A fistful of those starts were never meant to be of real length; they were openers. That stratagem, too, would be wiped away by this rule, though. With Brandon Woodruff hurt and Corbin Burnes traded, the Crew have soldiered onward, and they're going to win the division again--but they're doing it with an all-hands pitching approach that would not be allowed were this rule to take effect.
Tobias Myers's brilliant rookie season has included seven starts in which he was lifted before getting through six, despite a manageable pitch count and few runs on the board. Colin Rea has made six such starts. Joe Ross has made five. Bryse Wilson has made four, plus a couple that don't count because he was pitching behind an opener. The team's collectivist approach to making up for its lost aces would be outlawed by this rule.
This kind of change would have very uneven levels of impact on the teams that make up MLB. The Brewers not only lean on the depth of their bullpen and the leveraging of matchups, but can't afford to pivot into spending huge money on starting pitchers if that ceases to be viable. Most modern starters aren't ready for any kind of change that would require them to pitch at least six frames every five or six days, and the ones who are have become phenomenally expensive. The Dodgers would be fairly unaffected by this change; they could remake their staff with some pricey workhorses. Milwaukee doesn't have that privilege.
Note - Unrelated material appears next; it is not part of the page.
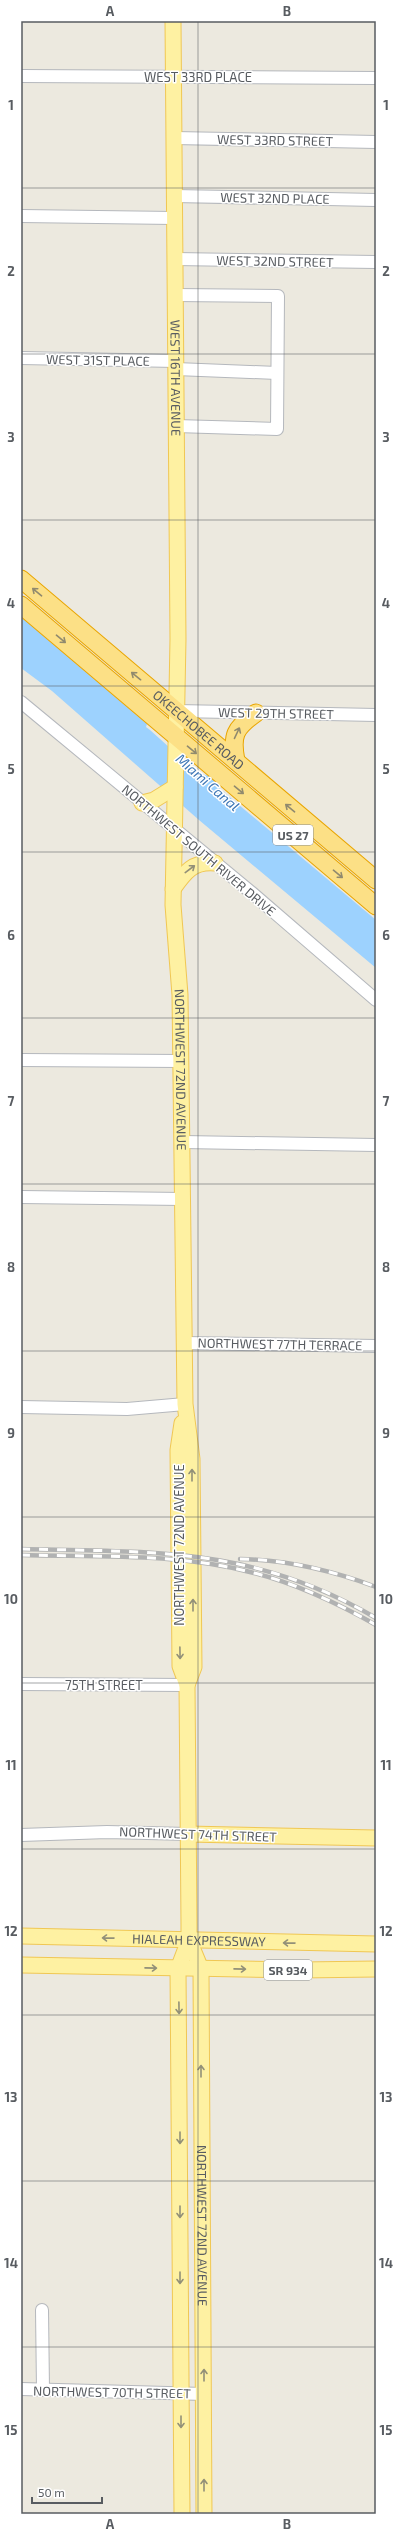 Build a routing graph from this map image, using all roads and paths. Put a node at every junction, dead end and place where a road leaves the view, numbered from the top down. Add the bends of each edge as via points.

The rule works better as a topic of conversation than as an actual suggestion. Were it to move forward, it would get snarling objections from the players' union and from many teams, including the Brewers. It's unlikely to be actually instituted. If it were, though, it would be disastrous for the Brewers and other small-market teams who thrive on the creativity of their pitching usage. The Rays are on that list. So are the Guardians and the Twins.
Fans do seem to broadly support the rule, though, and understandably so. Watching a starter work all the way through an opposing lineup a third time is fun and exciting, and having the starter around longer makes them a better narrative peg around which to weave the story of the contest. It would be great to get back to a point where starters routinely work deeper into games. This rule just isn't likely to accomplish it well. Instead, it would strongly favor big-market teams; expose more pitchers to greater injury risk; and make the game more complicated and byzantine.
Incentivizing hurlers to pace themselves better and rewarding those who do could make baseball more fun to watch. It's just about picking those incentives well. This kind of rule change would offer a stick, instead of a carrot, and its heavy-handedness and rigidity would make it a bad move. That said, the conversation is a valuable one, and maybe the right tweak to make some version of this workable is right around the corner.